[Stored data entries]

────────────────────

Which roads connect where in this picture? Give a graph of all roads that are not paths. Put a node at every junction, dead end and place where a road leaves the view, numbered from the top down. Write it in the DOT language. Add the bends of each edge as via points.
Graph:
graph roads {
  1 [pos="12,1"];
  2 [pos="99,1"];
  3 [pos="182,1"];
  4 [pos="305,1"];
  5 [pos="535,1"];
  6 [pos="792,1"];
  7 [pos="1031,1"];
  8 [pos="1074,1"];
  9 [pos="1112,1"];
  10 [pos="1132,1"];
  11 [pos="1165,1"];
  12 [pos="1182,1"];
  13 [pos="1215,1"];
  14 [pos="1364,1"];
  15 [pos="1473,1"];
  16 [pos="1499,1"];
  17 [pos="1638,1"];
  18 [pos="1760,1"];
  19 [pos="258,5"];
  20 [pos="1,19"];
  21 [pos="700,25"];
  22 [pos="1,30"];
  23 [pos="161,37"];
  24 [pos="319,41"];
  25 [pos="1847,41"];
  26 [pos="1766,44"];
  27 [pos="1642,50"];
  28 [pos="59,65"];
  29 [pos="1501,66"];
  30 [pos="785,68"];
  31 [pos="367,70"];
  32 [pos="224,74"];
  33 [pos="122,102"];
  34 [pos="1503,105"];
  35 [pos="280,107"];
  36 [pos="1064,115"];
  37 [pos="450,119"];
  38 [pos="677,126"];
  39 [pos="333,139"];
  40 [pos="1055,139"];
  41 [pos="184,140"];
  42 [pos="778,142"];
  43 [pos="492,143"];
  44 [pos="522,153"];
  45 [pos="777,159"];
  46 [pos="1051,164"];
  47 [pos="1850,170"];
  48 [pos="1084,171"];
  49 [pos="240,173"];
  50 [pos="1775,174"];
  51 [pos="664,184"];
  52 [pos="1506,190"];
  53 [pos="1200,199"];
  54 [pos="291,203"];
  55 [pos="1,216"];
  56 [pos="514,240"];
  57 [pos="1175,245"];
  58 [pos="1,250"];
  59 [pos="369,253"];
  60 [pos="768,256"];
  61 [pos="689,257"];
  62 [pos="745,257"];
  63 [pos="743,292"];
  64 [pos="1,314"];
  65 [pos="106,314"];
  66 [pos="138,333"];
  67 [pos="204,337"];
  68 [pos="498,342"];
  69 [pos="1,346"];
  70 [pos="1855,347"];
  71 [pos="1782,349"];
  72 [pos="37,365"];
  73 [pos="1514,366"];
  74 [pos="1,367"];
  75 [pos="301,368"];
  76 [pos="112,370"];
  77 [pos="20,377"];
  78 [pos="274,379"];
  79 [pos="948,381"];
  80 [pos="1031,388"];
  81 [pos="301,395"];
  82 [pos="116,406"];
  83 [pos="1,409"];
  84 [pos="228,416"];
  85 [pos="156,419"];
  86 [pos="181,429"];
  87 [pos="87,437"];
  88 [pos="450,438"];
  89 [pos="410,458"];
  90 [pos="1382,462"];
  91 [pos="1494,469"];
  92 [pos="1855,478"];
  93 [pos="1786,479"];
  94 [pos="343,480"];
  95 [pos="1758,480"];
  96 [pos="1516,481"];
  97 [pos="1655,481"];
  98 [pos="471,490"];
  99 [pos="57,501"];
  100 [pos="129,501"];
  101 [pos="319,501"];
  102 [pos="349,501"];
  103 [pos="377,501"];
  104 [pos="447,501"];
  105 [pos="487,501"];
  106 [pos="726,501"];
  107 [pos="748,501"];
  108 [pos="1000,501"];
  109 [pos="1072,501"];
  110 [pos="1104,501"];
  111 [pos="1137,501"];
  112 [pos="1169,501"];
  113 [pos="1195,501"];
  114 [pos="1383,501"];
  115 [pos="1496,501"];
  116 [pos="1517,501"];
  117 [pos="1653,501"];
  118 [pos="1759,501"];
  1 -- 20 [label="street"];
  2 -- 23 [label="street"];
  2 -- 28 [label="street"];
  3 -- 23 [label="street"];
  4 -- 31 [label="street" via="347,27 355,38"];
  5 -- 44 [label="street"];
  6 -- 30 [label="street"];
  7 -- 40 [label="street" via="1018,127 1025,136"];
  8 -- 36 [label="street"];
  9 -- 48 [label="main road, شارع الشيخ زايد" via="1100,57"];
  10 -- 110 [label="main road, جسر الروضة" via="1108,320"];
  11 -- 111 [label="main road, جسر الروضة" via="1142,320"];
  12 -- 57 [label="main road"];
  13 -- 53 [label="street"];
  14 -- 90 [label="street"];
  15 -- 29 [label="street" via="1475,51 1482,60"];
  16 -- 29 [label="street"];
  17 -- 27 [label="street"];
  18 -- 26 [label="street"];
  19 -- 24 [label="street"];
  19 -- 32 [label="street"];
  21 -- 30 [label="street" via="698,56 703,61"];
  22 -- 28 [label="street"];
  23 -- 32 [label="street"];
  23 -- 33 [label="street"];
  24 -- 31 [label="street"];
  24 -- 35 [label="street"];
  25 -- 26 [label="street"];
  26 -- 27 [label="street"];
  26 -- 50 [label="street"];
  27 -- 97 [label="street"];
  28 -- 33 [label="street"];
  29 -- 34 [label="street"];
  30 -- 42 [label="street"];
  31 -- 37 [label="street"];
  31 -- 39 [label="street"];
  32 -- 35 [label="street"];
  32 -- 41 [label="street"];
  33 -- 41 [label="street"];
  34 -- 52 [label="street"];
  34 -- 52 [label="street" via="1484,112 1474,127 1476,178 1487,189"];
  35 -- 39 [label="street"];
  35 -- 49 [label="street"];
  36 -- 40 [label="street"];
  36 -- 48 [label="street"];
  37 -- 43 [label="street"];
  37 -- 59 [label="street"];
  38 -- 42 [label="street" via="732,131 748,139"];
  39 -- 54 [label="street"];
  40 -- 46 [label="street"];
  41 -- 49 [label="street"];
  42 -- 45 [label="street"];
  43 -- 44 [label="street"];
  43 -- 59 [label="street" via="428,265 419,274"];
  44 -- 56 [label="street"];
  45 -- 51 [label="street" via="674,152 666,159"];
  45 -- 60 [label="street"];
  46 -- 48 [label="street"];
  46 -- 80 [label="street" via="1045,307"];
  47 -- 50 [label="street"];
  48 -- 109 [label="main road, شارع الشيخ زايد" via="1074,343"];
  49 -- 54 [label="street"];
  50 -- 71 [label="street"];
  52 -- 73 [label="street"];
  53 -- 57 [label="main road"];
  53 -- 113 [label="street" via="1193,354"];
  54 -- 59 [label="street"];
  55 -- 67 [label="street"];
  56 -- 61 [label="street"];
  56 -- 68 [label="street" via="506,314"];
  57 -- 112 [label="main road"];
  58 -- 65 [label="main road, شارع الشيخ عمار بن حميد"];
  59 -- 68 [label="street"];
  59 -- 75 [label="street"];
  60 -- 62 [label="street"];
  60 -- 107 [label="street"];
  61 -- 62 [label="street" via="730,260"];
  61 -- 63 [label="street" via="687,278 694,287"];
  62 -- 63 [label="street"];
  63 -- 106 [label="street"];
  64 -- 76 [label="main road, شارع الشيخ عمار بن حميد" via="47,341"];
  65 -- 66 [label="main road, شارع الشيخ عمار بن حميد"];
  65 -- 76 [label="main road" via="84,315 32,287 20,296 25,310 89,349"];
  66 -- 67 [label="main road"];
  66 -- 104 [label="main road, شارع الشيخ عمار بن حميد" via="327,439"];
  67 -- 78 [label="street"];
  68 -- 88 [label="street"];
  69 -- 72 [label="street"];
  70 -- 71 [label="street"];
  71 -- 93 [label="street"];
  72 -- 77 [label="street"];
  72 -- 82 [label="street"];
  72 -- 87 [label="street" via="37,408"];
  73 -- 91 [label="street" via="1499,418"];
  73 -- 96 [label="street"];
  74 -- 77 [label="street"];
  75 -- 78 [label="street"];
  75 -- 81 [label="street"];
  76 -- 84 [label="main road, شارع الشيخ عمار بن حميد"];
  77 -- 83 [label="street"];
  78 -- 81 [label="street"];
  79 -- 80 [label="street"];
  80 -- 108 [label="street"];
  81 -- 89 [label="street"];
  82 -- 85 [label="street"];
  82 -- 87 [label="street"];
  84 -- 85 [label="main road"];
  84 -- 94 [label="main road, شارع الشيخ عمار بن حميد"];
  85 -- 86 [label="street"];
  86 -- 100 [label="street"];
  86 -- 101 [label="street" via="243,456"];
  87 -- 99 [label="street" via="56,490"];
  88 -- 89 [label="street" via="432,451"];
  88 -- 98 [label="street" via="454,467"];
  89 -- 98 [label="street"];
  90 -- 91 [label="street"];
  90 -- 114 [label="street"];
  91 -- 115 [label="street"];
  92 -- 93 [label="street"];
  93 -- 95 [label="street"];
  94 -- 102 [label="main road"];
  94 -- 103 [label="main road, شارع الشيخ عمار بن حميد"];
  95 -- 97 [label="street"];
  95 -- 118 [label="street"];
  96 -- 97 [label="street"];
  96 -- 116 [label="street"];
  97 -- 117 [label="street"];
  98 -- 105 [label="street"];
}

────────────────────

> Task description:
Copy all lines of the records in which the string "شارع" can be found.

> Task output:
  9 -- 48 [label="main road, شارع الشيخ زايد" via="1100,57"];
  48 -- 109 [label="main road, شارع الشيخ زايد" via="1074,343"];
  58 -- 65 [label="main road, شارع الشيخ عمار بن حميد"];
  64 -- 76 [label="main road, شارع الشيخ عمار بن حميد" via="47,341"];
  65 -- 66 [label="main road, شارع الشيخ عمار بن حميد"];
  66 -- 104 [label="main road, شارع الشيخ عمار بن حميد" via="327,439"];
  76 -- 84 [label="main road, شارع الشيخ عمار بن حميد"];
  84 -- 94 [label="main road, شارع الشيخ عمار بن حميد"];
  94 -- 103 [label="main road, شارع الشيخ عمار بن حميد"];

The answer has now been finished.